RAND BEERS: I think that we’re seeing basically the tip of the iceberg. These individuals are representative of their colleagues who are still on active duty. We have had reports for the last two-and-a-half years of concerns, not just with individuals, but across the entire spectrum of military leadership, that the civilian leadership in the Pentagon pays little attention to professional views, seeks to ensure that their views prevail and then claims that those were all recommendations made by the military.

AMY GOODMAN: Rand Beers, how hard was it for you to resign, after decades of service, five days before the invasion of Iraq?

RAND BEERS: It was one of the most anguishing times of my life. When you are responsible for undertaking a significant task and when you have people who work for you, who are working their fingers to the bone on a daily basis, to say that you can’t be a part of that any longer, to walk away from the friendships and the professional relationships like that is extraordinarily difficult.
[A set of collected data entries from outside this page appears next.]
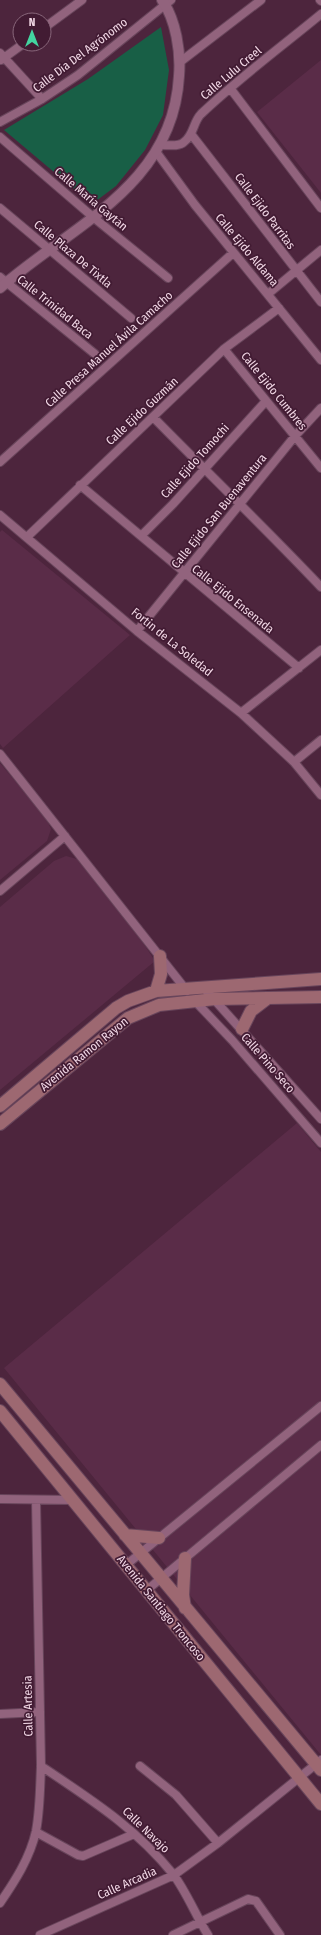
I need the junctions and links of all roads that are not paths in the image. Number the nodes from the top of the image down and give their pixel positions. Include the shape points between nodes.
1 (82, 0) edge
2 (261, 0) edge
3 (166, 2) edge
4 (321, 14) edge
5 (52, 22) edge
6 (12, 51) edge
7 (2, 57) edge
8 (180, 62) junction
9 (230, 88) junction
10 (42, 99) junction
11 (0, 122) edge
12 (191, 134) junction
13 (0, 137) edge
14 (159, 149) junction
15 (0, 208) edge
16 (321, 208) edge
17 (93, 217) junction
18 (321, 250) edge
19 (51, 251) junction
20 (233, 253) junction
21 (296, 272) junction
22 (168, 278) dead end
23 (2, 283) edge
24 (268, 294) junction
25 (321, 302) edge
26 (279, 308) junction
27 (131, 318) dead end
28 (224, 349) junction
29 (95, 354) dead end
30 (321, 360) edge
31 (266, 400) junction
32 (321, 408) edge
33 (153, 417) junction
34 (295, 436) junction
35 (0, 462) edge
36 (321, 468) edge
37 (204, 470) junction
38 (80, 486) junction
39 (241, 504) junction
40 (0, 515) edge
41 (140, 536) junction
42 (27, 537) junction
43 (184, 574) junction
44 (321, 587) edge
45 (137, 631) junction
46 (321, 650) edge
47 (299, 668) junction
48 (241, 713) junction
49 (321, 740) edge
50 (0, 754) edge
51 (294, 762) junction
52 (320, 793) edge
53 (65, 836) junction
54 (0, 891) edge
55 (160, 956) junction
56 (321, 978) edge
57 (203, 986) junction
58 (185, 989) junction
59 (156, 991) junction
60 (321, 997) edge
61 (268, 998) junction
62 (215, 999) junction
63 (195, 1001) junction
64 (242, 1029) junction
65 (0, 1106) edge
66 (321, 1119) edge
67 (0, 1124) edge
68 (321, 1143) edge
69 (0, 1384) edge
70 (321, 1406) edge
71 (0, 1411) edge
72 (321, 1445) edge
73 (0, 1499) edge
74 (36, 1500) junction
75 (73, 1500) junction
76 (125, 1535) junction
77 (159, 1538) junction
78 (140, 1554) junction
79 (185, 1558) junction
80 (126, 1565) junction
81 (161, 1579) junction
82 (147, 1590) junction
83 (185, 1608) junction
84 (40, 1712) junction
85 (0, 1714) edge
86 (319, 1765) edge
87 (41, 1766) junction
88 (140, 1766) dead end
89 (300, 1779) junction
90 (321, 1804) edge
91 (36, 1832) junction
92 (134, 1834) junction
93 (218, 1843) junction
94 (174, 1875) junction
95 (0, 1903) edge
96 (200, 1923) junction
97 (40, 1935) edge
98 (173, 1935) edge
99 (208, 1935) edge
100 (280, 1935) edge

1 - 5 street
2 - 8 street
3 - 8 street via 176,36
3 - 10 street, Calle Día Del Agrónomo via 78,75
4 - 9 street, Calle Lulu Creel
6 - 7 street
7 - 10 street
8 - 14 street via 178,98 171,124
9 - 12 street, Calle Lulu Creel via 199,115
9 - 16 street
10 - 11 street, Calle Día Del Agrónomo
12 - 14 street via 181,144
12 - 21 street, Calle Ejido Parritas
13 - 17 street, Calle María Gaytán
14 - 17 street via 142,173
14 - 20 street, Calle Ejido Aldama via 195,205
15 - 19 street, Calle Plaza De Tixtla
17 - 19 street
17 - 22 street, Calle María Gaytán
18 - 21 street
19 - 23 street
19 - 27 street, Calle Plaza De Tixtla
20 - 24 street, Calle Ejido Aldama
20 - 35 street, Calle Presa Manuel Ávila Camacho
21 - 24 street
21 - 25 street, Calle Ejido Parritas
23 - 29 street, Calle Trinidad Baca
24 - 26 street, Calle Ejido Aldama
26 - 28 street, Calle Ejido Guzmán
26 - 30 street, Calle Ejido Aldama
28 - 31 street, Calle Ejido Cumbres
28 - 33 street, Calle Ejido Guzmán
31 - 34 street, Calle Ejido Cumbres
31 - 37 street, Calle Ejido Tomochi
32 - 34 street, Calle Ejido San Buenaventura
33 - 37 street
33 - 38 street, Calle Ejido Guzmán
34 - 36 street, Calle Ejido Cumbres
34 - 39 street, Calle Ejido San Buenaventura
37 - 39 street
37 - 41 street, Calle Ejido Tomochi
38 - 41 street, Calle Ejido Ensenada
38 - 42 street, Calle Ejido Guzmán
39 - 43 street, Calle Ejido San Buenaventura
39 - 44 street
40 - 42 street, Fortin de La Soledad
41 - 43 street, Calle Ejido Ensenada
42 - 45 street, Fortin de La Soledad
43 - 45 street, Calle Ejido San Buenaventura
43 - 47 street, Calle Ejido Ensenada
45 - 48 street, Fortin de La Soledad
46 - 47 street
47 - 48 street
48 - 51 street, Fortin de La Soledad
49 - 51 street
50 - 53 street, Calle Pino Seco
51 - 52 street, Fortin de La Soledad
53 - 54 street
53 - 55 street, Calle Pino Seco
55 - 58 street, Calle Pino Seco
55 - 59 main road via 161,974
56 - 57 main road, Avenida Ramon Rayon
57 - 58 main road, Avenida Ramon Rayon
57 - 62 street, Calle Pino Seco
58 - 59 main road, Avenida Ramon Rayon
58 - 63 street, Calle Pino Seco
59 - 65 main road, Avenida Ramon Rayon via 116,1008
60 - 61 main road, Avenida Ramon Rayon
61 - 62 main road, Avenida Ramon Rayon
61 - 64 main road via 250,1011
62 - 63 main road, Avenida Ramon Rayon
62 - 64 street, Calle Pino Seco
63 - 67 main road, Avenida Ramon Rayon via 159,1005 128,1018
63 - 68 street, Calle Pino Seco
64 - 66 street, Calle Pino Seco
69 - 76 main road, Avenida Santiago Troncoso
70 - 77 street
71 - 75 main road, Avenida Santiago Troncoso
72 - 79 street
73 - 74 street
74 - 75 street
74 - 84 street, Calle Artesia
75 - 80 main road, Avenida Santiago Troncoso
76 - 77 main road
76 - 78 main road, Avenida Santiago Troncoso
77 - 78 street
78 - 80 street
78 - 81 main road, Avenida Santiago Troncoso
79 - 81 street
79 - 83 main road
80 - 82 main road, Avenida Santiago Troncoso
81 - 82 street
81 - 83 main road, Avenida Santiago Troncoso
82 - 89 main road, Avenida Santiago Troncoso
83 - 86 main road, Avenida Santiago Troncoso
84 - 85 street
84 - 87 street, Calle Artesia
86 - 89 street, Calle Arcadia
87 - 91 street, Calle Artesia
87 - 92 street, Calle Navajo via 106,1809
88 - 93 street via 176,1795
89 - 90 main road, Avenida Santiago Troncoso
89 - 93 street, Calle Arcadia
91 - 92 street via 83,1856
91 - 95 street, Calle Artesia via 19,1875
92 - 94 street, Calle Navajo
93 - 94 street, Calle Arcadia
94 - 96 street, Calle Navajo
94 - 97 street, Calle Arcadia
96 - 98 street
96 - 99 street, Calle Navajo
96 - 100 street via 250,1898 256,1901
And I really had a very difficult weekend, before I came to the office on Monday and told people that I was leaving.

AMY GOODMAN: The final straw for you?

RAND BEERS: The final straw for me was that the reports that were coming in from the field just continued to mount, and we weren’t really paying attention to them, because the senior leadership had determined that we were going into Iraq, and I just couldn’t go along with that decision. And I was working in the White House. The President deserved the full support of the people who were working for him. And I couldn’t give that to him. So the better course of action was for me to say I have to leave, and that’s what I did.

AMY GOODMAN: Rand Beers, thanks very much for joining us, former counterterrorism advisor who served on the NSC, National Security Council, under Presidents Reagan, Bush, Clinton and Bush. Beers resigned in protest from the NSC in March 2003, five days before the U.S. invasion, currently president of the National Security Network. Thank you.